DATASET RECORDS ::
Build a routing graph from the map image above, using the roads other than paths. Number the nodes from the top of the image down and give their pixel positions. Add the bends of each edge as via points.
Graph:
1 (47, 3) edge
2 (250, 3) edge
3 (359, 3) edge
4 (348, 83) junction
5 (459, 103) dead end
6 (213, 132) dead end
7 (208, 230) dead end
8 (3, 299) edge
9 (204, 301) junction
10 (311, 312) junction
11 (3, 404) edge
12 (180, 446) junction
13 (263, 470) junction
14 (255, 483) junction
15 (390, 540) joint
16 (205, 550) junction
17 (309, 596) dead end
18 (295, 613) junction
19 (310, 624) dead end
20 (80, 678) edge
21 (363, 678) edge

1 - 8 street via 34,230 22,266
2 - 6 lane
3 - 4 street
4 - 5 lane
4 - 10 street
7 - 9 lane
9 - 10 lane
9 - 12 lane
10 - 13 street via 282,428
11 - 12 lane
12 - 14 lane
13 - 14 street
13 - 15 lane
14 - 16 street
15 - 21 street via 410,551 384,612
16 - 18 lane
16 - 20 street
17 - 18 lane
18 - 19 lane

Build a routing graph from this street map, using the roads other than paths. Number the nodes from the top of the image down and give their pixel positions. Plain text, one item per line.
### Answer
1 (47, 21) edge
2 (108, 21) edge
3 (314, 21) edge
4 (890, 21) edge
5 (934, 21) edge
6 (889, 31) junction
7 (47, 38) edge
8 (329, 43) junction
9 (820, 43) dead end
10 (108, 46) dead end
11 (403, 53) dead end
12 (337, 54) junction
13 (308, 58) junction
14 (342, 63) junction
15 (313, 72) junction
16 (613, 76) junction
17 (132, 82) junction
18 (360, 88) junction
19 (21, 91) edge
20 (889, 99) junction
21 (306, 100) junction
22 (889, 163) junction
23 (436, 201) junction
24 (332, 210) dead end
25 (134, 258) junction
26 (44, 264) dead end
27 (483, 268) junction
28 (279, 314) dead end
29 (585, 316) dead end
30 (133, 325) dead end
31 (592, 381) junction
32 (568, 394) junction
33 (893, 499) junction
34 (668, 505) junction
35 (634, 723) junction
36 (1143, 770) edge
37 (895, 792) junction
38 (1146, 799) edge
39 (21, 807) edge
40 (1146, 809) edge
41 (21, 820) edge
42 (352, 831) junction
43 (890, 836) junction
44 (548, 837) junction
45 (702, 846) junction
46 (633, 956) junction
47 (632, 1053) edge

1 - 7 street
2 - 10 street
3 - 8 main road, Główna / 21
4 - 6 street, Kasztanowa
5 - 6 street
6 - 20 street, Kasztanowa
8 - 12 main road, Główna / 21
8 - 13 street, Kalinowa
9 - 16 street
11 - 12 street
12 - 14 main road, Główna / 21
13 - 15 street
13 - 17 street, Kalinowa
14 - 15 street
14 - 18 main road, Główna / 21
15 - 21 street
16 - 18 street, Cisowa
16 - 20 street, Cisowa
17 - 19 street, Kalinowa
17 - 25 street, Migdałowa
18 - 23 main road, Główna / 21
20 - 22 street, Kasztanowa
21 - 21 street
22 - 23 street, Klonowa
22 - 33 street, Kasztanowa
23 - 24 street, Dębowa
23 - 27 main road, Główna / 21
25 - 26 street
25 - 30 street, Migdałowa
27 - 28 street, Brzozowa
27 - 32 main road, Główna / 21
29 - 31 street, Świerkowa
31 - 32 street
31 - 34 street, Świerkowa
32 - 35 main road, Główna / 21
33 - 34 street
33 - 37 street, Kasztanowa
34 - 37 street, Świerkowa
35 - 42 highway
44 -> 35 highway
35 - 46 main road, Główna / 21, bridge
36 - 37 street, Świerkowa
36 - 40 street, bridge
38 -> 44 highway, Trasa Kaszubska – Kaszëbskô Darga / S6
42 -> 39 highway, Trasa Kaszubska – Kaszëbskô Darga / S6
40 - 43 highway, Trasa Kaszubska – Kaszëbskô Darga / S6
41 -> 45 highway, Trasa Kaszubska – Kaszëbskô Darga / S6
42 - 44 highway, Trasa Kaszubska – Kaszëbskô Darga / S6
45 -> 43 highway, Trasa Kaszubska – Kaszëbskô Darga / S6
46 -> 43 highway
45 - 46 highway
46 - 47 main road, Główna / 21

WHAT TO PRODUCE :: In the lines above, find the word "using" and copy every line it occurs in.

SOLUTION FOR THIS TASK ::
Build a routing graph from the map image above, using the roads other than paths. Number the nodes from the top of the image down and give their pixel positions. Add the bends of each edge as via points.
Build a routing graph from this street map, using the roads other than paths. Number the nodes from the top of the image down and give their pixel positions. Plain text, one item per line.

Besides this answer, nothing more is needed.